- Conference: Big Ten Conference
- Record: 6–16 (4–10 Big Ten)
- Head coach: Harold E. Foster;
- Home arena: UW Fieldhouse

= 1955–56 Wisconsin Badgers men's basketball team =

American college basketball season

The 1955–56 Wisconsin Badgers men's basketball team represented University of Wisconsin–Madison. The head coach was Harold E. Foster, coaching his twenty-second season with the Badgers.

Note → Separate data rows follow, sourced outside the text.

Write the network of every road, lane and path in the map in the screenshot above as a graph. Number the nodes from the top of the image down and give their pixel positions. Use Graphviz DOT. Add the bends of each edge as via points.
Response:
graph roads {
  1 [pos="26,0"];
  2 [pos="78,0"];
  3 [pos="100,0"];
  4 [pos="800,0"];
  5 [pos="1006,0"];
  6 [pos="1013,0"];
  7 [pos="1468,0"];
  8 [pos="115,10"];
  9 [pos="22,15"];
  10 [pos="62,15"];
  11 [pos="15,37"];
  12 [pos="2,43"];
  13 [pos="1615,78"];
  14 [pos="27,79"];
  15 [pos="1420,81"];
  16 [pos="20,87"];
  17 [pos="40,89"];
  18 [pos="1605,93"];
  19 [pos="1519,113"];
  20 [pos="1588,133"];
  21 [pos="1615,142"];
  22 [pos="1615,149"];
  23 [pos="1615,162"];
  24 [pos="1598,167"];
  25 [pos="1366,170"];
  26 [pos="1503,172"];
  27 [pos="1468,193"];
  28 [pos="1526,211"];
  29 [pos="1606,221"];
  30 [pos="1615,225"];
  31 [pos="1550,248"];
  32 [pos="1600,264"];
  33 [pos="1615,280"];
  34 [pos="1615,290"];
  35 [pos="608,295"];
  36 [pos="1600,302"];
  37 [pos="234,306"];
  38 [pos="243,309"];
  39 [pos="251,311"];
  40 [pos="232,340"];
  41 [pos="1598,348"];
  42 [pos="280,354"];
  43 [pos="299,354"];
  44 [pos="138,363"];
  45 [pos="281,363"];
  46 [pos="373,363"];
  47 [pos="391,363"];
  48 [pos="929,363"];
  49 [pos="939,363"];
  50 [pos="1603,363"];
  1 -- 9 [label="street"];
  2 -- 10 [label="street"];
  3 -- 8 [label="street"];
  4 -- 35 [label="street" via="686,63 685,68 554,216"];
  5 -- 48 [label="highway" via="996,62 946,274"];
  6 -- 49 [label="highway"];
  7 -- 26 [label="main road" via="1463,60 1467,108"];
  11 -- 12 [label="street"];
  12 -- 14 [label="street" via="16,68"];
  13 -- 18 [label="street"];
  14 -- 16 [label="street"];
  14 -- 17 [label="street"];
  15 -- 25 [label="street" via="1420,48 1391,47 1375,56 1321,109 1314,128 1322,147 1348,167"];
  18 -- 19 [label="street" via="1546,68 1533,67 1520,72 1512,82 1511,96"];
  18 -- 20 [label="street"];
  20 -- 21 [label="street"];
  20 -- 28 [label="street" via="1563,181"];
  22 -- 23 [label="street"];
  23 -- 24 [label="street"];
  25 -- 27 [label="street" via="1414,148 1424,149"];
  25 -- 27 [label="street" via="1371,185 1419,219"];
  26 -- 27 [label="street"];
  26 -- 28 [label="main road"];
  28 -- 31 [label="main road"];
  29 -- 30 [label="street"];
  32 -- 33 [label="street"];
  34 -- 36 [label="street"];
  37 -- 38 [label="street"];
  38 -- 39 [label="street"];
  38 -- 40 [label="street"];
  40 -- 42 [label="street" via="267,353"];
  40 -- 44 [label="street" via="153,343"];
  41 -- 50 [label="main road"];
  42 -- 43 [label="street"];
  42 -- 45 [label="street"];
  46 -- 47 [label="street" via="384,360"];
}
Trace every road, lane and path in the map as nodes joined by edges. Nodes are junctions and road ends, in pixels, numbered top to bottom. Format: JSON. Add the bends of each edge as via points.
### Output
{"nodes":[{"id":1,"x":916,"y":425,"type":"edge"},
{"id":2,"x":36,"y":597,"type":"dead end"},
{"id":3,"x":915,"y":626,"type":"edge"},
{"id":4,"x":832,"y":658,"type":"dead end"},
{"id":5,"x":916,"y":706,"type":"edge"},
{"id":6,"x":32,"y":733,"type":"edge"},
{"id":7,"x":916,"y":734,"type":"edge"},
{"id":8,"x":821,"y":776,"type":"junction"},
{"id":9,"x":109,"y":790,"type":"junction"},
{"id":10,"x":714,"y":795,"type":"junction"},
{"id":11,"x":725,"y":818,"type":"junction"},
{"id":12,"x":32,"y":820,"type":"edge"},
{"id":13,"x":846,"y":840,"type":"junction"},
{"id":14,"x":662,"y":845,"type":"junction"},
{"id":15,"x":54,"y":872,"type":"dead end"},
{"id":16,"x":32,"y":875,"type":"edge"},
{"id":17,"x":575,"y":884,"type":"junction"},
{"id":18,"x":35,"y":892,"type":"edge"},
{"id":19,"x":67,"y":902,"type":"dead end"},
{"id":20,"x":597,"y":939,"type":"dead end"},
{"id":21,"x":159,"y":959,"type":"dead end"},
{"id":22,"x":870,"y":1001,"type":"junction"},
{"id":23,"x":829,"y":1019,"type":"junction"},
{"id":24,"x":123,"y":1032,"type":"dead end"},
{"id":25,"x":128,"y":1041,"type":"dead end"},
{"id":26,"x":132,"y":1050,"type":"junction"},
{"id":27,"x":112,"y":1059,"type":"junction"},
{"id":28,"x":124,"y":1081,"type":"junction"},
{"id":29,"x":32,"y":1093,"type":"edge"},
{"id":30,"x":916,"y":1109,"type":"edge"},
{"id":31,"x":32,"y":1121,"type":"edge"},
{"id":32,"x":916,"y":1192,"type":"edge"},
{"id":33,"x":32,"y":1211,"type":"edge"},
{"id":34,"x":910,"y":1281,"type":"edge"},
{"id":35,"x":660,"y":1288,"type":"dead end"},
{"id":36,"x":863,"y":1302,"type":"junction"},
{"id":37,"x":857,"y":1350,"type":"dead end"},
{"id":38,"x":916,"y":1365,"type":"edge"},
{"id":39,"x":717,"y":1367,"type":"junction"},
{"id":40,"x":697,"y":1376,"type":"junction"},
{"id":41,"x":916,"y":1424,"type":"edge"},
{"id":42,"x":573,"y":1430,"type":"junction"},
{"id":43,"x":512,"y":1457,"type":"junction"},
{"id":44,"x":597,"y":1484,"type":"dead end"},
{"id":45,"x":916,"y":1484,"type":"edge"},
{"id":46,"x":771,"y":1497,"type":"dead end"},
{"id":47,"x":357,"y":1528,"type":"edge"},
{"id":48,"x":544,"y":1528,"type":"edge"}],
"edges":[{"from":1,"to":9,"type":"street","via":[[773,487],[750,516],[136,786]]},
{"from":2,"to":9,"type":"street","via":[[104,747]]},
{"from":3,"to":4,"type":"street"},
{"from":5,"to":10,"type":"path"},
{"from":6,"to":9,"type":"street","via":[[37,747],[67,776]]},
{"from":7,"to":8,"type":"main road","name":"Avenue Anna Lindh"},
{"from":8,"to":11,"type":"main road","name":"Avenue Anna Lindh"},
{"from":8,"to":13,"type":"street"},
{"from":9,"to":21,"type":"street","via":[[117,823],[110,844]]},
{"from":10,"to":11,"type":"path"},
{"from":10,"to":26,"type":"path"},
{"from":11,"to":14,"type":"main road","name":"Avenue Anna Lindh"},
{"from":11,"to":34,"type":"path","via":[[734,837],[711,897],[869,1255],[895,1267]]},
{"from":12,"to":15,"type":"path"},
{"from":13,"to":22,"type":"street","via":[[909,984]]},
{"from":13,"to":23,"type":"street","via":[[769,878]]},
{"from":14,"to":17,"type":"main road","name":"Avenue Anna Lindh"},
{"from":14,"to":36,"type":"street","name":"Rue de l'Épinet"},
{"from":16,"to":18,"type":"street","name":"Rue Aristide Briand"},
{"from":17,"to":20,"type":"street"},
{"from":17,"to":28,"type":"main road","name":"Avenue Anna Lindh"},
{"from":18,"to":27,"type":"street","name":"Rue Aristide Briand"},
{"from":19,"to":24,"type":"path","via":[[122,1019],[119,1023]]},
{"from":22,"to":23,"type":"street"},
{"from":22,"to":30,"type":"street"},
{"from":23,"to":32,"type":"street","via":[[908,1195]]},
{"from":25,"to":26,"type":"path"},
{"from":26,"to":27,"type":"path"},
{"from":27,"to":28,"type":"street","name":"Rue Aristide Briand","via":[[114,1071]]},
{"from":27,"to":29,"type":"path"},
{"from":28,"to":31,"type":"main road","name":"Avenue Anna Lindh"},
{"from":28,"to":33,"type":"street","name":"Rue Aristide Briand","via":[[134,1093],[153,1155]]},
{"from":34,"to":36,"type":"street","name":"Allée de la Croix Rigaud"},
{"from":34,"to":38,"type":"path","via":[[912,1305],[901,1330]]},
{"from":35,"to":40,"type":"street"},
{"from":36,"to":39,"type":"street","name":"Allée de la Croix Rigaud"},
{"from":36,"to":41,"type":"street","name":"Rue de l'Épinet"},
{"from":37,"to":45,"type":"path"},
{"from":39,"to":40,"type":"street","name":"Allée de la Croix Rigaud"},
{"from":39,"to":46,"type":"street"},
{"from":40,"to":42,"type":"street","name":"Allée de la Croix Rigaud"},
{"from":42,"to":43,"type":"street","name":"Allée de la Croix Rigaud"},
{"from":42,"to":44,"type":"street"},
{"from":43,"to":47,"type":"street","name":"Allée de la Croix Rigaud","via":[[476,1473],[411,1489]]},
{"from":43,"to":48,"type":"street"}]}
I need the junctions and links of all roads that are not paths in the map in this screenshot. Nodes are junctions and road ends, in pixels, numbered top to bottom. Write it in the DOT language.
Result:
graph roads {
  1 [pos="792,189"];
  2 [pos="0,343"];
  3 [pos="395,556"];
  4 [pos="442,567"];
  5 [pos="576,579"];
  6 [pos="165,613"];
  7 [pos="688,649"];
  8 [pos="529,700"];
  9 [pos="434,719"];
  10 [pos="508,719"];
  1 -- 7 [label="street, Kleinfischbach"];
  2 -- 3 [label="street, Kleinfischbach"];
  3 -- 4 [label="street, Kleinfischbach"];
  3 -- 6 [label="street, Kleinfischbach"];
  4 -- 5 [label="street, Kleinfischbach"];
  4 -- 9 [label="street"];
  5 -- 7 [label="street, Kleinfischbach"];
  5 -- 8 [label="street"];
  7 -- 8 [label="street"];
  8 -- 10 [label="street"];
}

The team played their home games at the UW Fieldhouse in Madison, Wisconsin and was a member of the Big Ten Conference.

==Schedule==

| Date time, TV | Rank^{#} | Opponent^{#} | Result | Record | Site city, state |
Regular Season
| 12/01/1955* |  | Butler | L 63–67 | 0–1 | UW Fieldhouse Madison, Wisconsin |
| 12/05/1955* |  | at Notre Dame | W 70–66 | 1–1 | Notre Dame Fieldhouse Notre Dame, Indiana |
| 12/10/1955* |  | Kansas | L 66–74 | 1–2 | UW Fieldhouse Madison, Wisconsin |
| 12/12/1955* |  | Southern Methodist | L 62–75 | 1–3 | UW Fieldhouse Madison, Wisconsin |
| 12/19/1955* |  | Nebraska | W 71–52 | 2–3 | UW Fieldhouse Madison, Wisconsin |
| 12/28/1955* |  | at Washington | L 53–54 | 2–4 | Hec Edmundson Pavilion Seattle, WA |
| 12/29/1955* |  | at California | L 55–62 | 2–5 | Men's Gym Berkeley, California |
| 12/30/1955* |  | at Stanford | L 53–65 | 2–6 | Stanford Pavilion Stanford, California |
| 1/02/1956 |  | Purdue | L 66–78 | 2–7 (0–1) | UW Fieldhouse Madison, Wisconsin |
| 1/07/1956 |  | No. 13 Indiana | L 71–75 | 2–8 (0–2) | UW Fieldhouse Madison, Wisconsin |
| 1/09/1956 |  | at No. 8 Illinois | L 77–96 | 2–9 (0–3) | Huff Hall Champaign, Illinois |
| 1/14/1956 |  | at No. 7 Ohio State | L 98–100 ^{2OT} | 2–10 (0–4) | Ohio Expo Center Coliseum Columbus, Ohio |
| 1/16/1956 |  | Michigan | W 69–58 | 3–10 (1–4) | UW Fieldhouse Madison, Wisconsin |
| 2/04/1956 |  | at Northwestern | W 79–55 | 4–10 (2–4) | Welsh-Ryan Arena Evanston, Illinois |
| 2/06/1956 |  | No. 19 Iowa | L 74–78 | 4–11 (2–5) | UW Fieldhouse Madison, Wisconsin |
| 2/11/1956 |  | Minnesota | L 71–77 | 4–12 (2–6) | UW Fieldhouse Madison, Wisconsin |
| 2/13/1956 |  | at Indiana | W 69–67 | 5–12 (3–6) | The Fieldhouse Bloomington, Indiana |
| 2/18/1956 |  | at No. 15 Iowa | L 66–80 | 5–13 (3–7) | Iowa Field House Iowa City, IA |
| 2/20/1956 |  | Ohio State | L 71–79 | 5–14 (3–8) | UW Fieldhouse Madison, Wisconsin |
| 2/25/1956 |  | at Michigan | L 68–78 | 5–15 (3–9) | Yost Field House Ann Arbor, Michigan |
| 2/27/1956 |  | at Michigan State | L 82–89 | 5–16 (3–10) | Jenison Fieldhouse East Lansing, Michigan |
| 3/03/1956 |  | Northwestern | W 76–70 | 6–16 (4–10) | UW Fieldhouse Madison, Wisconsin |
*Non-conference game. ^{#}Rankings from AP Poll. (#) Tournament seedings in parentheses.